Full Length Research Paper
Abstract
Genetically modified with insect resistance gene (Cry1AC) and hybrid Bt-cotton genotypes were developed to redress cotton leaf curl virus epidemic. In this study, genetic diversity of 6 Bt- and 14 non-Bt upland cotton genotypes was detected using simple sequence repeats (SSR) or micro-satellite markers. Out of 31 primer pairs, only 7 (22.6%) yielded polymorphic amplicons of 80 to 340 bp. The average loci per primer were 3.16 and 78.6% of them were informative. The unweighed pair-group method with arithmetic averages (UPGMA) dendrogram placed Bt- and non-Bt cotton varieties into four major groups. With the exception of 4 accessions (being similar), genetic dissimilarity coefficient among all other genotypes ranged from 0.50 to 0.98 suggesting a wide genetic heterogeneity among the selected collection.
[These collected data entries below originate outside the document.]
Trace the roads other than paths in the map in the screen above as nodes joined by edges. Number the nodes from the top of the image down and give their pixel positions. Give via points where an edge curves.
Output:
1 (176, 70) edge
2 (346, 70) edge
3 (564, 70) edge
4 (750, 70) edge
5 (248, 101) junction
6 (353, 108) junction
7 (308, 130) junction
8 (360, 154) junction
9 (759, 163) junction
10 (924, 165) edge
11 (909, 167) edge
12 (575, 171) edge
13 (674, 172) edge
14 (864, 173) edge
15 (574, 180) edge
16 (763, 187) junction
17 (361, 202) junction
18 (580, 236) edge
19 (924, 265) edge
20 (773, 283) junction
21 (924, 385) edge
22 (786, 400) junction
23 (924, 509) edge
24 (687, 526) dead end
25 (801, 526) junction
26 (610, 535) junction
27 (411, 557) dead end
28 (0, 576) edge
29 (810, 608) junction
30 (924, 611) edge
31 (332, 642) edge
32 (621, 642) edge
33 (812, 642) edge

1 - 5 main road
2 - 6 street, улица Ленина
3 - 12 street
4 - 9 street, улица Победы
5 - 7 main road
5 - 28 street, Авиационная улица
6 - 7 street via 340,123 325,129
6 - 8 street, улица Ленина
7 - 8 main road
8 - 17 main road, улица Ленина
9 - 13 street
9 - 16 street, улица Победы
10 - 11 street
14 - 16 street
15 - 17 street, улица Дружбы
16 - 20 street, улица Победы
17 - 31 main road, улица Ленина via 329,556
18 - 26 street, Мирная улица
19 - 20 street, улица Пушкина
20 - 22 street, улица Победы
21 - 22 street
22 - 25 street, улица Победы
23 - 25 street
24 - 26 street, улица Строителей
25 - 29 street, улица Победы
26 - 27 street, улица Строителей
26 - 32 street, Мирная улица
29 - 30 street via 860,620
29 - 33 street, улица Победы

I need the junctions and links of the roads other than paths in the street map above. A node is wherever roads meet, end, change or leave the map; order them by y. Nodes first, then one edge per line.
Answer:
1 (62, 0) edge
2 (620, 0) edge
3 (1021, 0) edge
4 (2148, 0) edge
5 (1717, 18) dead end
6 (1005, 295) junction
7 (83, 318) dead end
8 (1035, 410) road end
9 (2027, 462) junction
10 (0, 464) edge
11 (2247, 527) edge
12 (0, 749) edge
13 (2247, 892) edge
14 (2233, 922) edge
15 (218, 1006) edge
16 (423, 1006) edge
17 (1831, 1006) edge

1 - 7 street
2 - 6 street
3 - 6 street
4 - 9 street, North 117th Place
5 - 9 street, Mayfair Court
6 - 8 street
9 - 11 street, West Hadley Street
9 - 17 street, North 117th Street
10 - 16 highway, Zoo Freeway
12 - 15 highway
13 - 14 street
The lowest similarity was found between BH-160 and CIM-482, CIM-496 and MNH-554, BH-160 and CIM-473, SARMAST and BH-160 (non-Bt cultivars), respectively as were some Bt-cultivars. In contrast to previous reports, these results show that some Bt- and non-Bt-cotton cultivars form a genetically diverse population. They could be used in future breeding programmes to develop new elite cotton cultivars.
Key words: Bt-cotton, dissimilarity matrix, DNA polymorphism, genetic diversity, SSR marker.